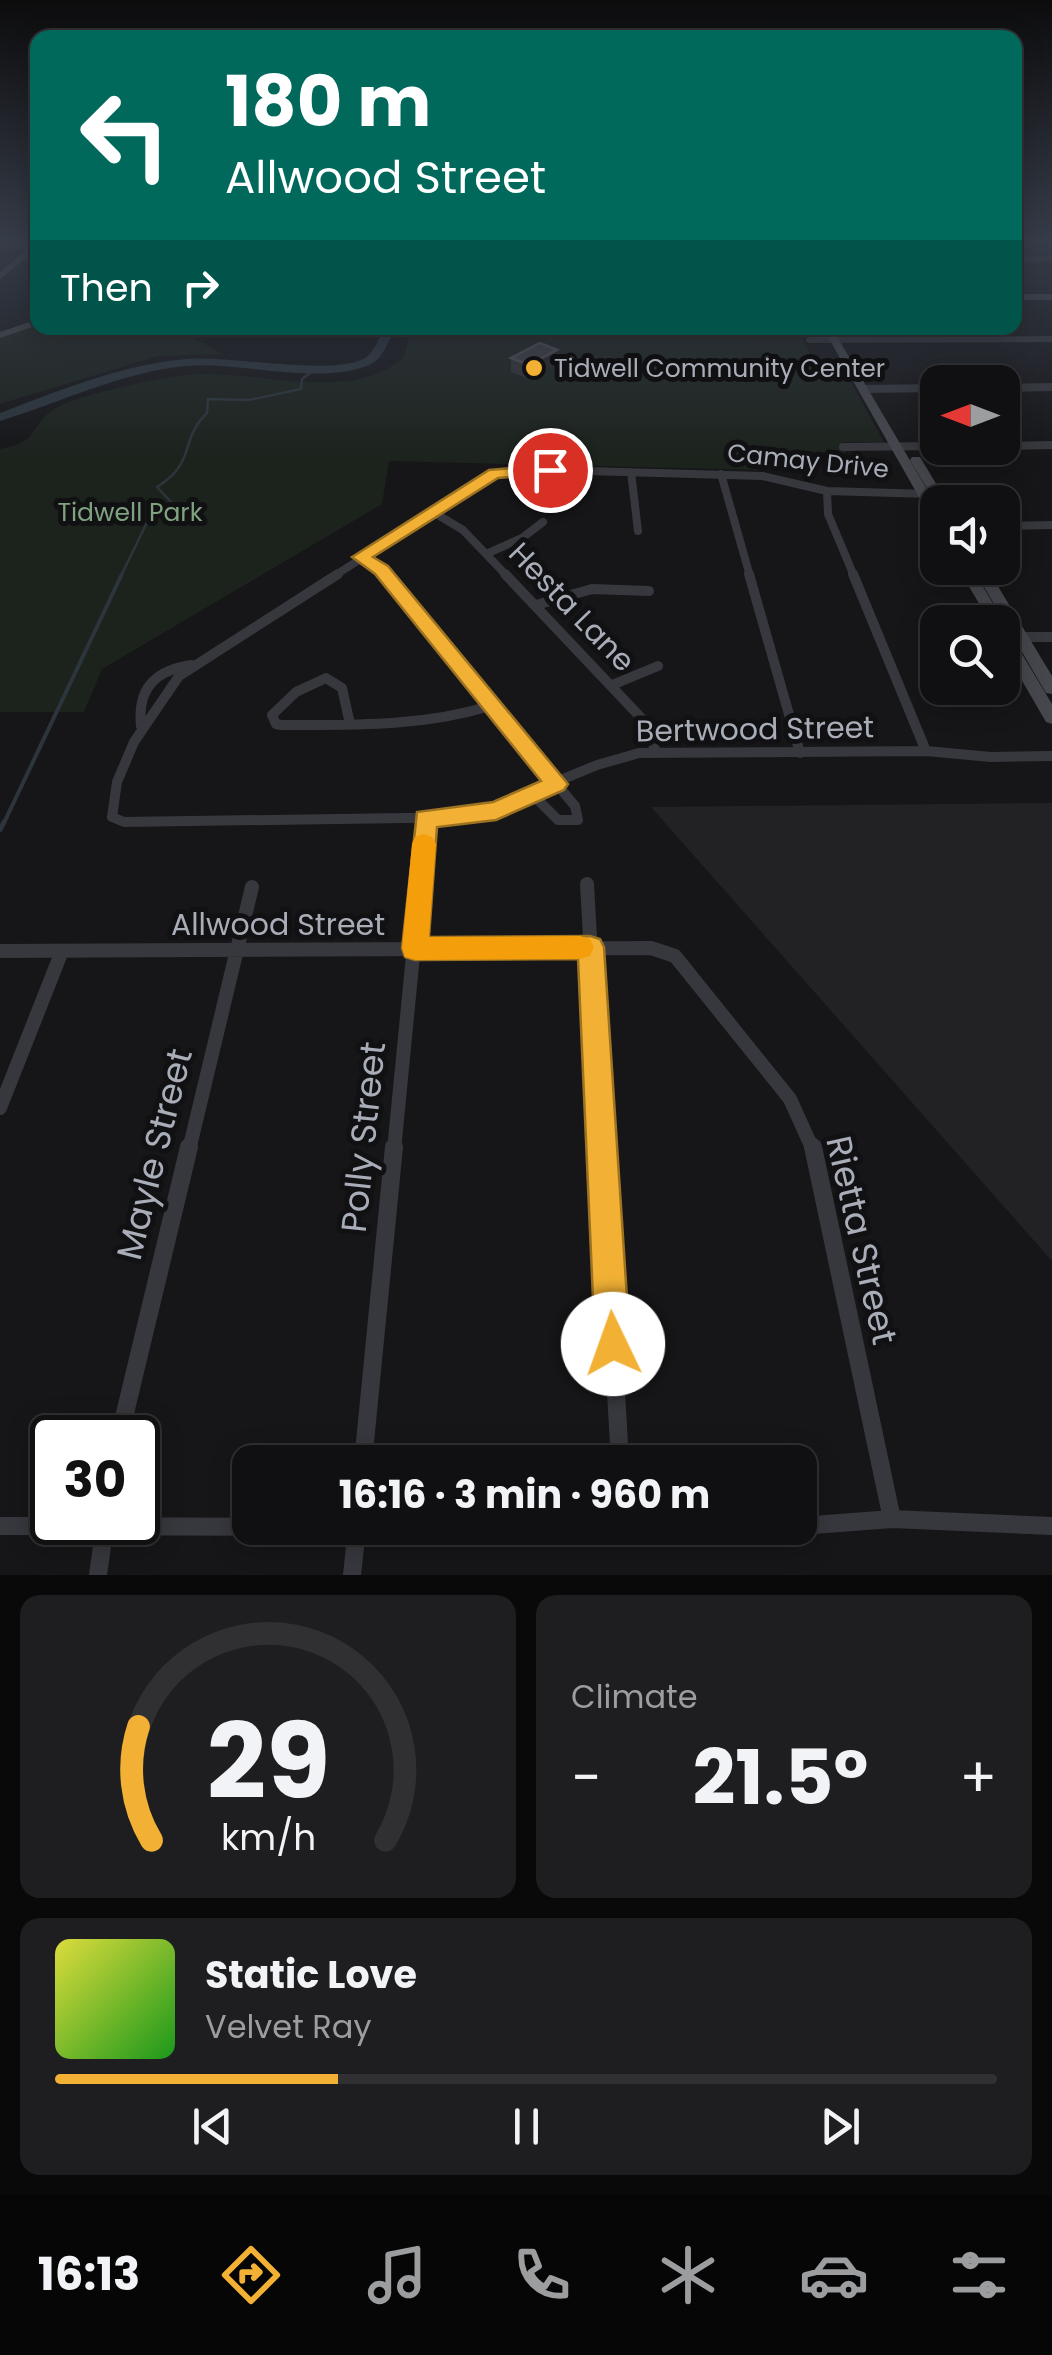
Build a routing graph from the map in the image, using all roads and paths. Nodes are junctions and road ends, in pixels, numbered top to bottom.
1 (30, 325) edge
2 (0, 335) edge
3 (838, 336) edge
4 (1052, 339) edge
5 (809, 340) dead end
6 (1052, 387) edge
7 (920, 388) edge
8 (1020, 388) edge
9 (869, 389) junction
10 (920, 446) edge
11 (1020, 446) edge
12 (1052, 446) edge
13 (844, 447) dead end
14 (902, 447) junction
15 (631, 472) junction
16 (720, 474) junction
17 (926, 485) edge
18 (827, 491) junction
19 (920, 496) edge
20 (433, 512) junction
21 (543, 522) dead end
22 (1052, 525) edge
23 (1020, 526) edge
24 (638, 531) dead end
25 (486, 554) junction
26 (361, 557) junction
27 (649, 592) dead end
28 (536, 606) junction
29 (1020, 633) edge
30 (1052, 636) edge
31 (1020, 649) edge
32 (1020, 658) edge
33 (192, 665) junction
34 (658, 666) dead end
35 (612, 685) junction
36 (1052, 689) edge
37 (490, 706) junction
38 (1052, 718) edge
39 (350, 724) junction
40 (141, 728) junction
41 (926, 751) junction
42 (656, 752) junction
43 (800, 752) junction
44 (1052, 756) edge
45 (556, 784) junction
46 (533, 795) junction
47 (112, 816) joint
48 (426, 819) junction
49 (586, 884) dead end
50 (252, 886) dead end
51 (590, 947) junction
52 (415, 948) junction
53 (62, 950) junction
54 (237, 950) junction
55 (0, 951) edge
56 (675, 956) joint
57 (0, 1108) edge
58 (124, 1415) edge
59 (365, 1445) edge
60 (619, 1445) edge
61 (892, 1520) junction
62 (817, 1525) edge
63 (0, 1526) edge
64 (30, 1526) edge
65 (1052, 1526) edge
66 (160, 1527) edge
67 (232, 1528) edge
68 (102, 1545) edge
69 (355, 1545) edge
70 (98, 1575) edge
71 (352, 1575) edge

1 - 2 main road
3 - 4 street
3 - 5 street
3 - 9 main road
6 - 8 street
7 - 9 street
9 - 14 main road
10 - 14 street
11 - 12 street
13 - 14 street
14 - 17 main road
15 - 16 street, Camay Drive
15 - 20 street, Camay Drive
15 - 24 street
16 - 18 street, Camay Drive
16 - 43 street
18 - 19 street, Camay Drive
18 - 41 street
20 - 25 street, Hesta Lane
20 - 26 street, Camay Drive
21 - 25 street
22 - 23 street
25 - 28 street, Hesta Lane
26 - 33 street, Camay Drive
26 - 37 street
27 - 28 street
28 - 35 street, Hesta Lane
29 - 30 street
31 - 36 main road
32 - 38 main road
33 - 40 street, Camay Drive
33 - 40 street, Camay Drive
34 - 35 street
35 - 42 street, Hesta Lane
37 - 39 street
37 - 45 street
39 - 39 street
40 - 47 street, Camay Drive
41 - 43 street, Bertwood Street
41 - 44 street, Bertwood Street
42 - 43 street, Bertwood Street
42 - 45 street, Bertwood Street
45 - 46 street, Bertwood Street
45 - 46 street
46 - 48 street, Bertwood Street
47 - 48 street, Bertwood Street
48 - 52 street, Polly Street
49 - 51 street
50 - 54 street, Mayle Street
51 - 52 street, Allwood Street
51 - 56 street, Allwood Street
51 - 60 street
52 - 54 street, Allwood Street
52 - 59 street, Polly Street
53 - 54 street, Allwood Street
53 - 55 street, Allwood Street
53 - 57 street
54 - 58 street, Mayle Street
56 - 61 street, Rietta Street
61 - 62 street
61 - 65 street
63 - 64 street
66 - 67 street
68 - 70 street
69 - 71 street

+++++

● Action item
Pick out and copy the lines of the entries that hold the string "Lane".

● Finished task
20 - 25 street, Hesta Lane
25 - 28 street, Hesta Lane
28 - 35 street, Hesta Lane
35 - 42 street, Hesta Lane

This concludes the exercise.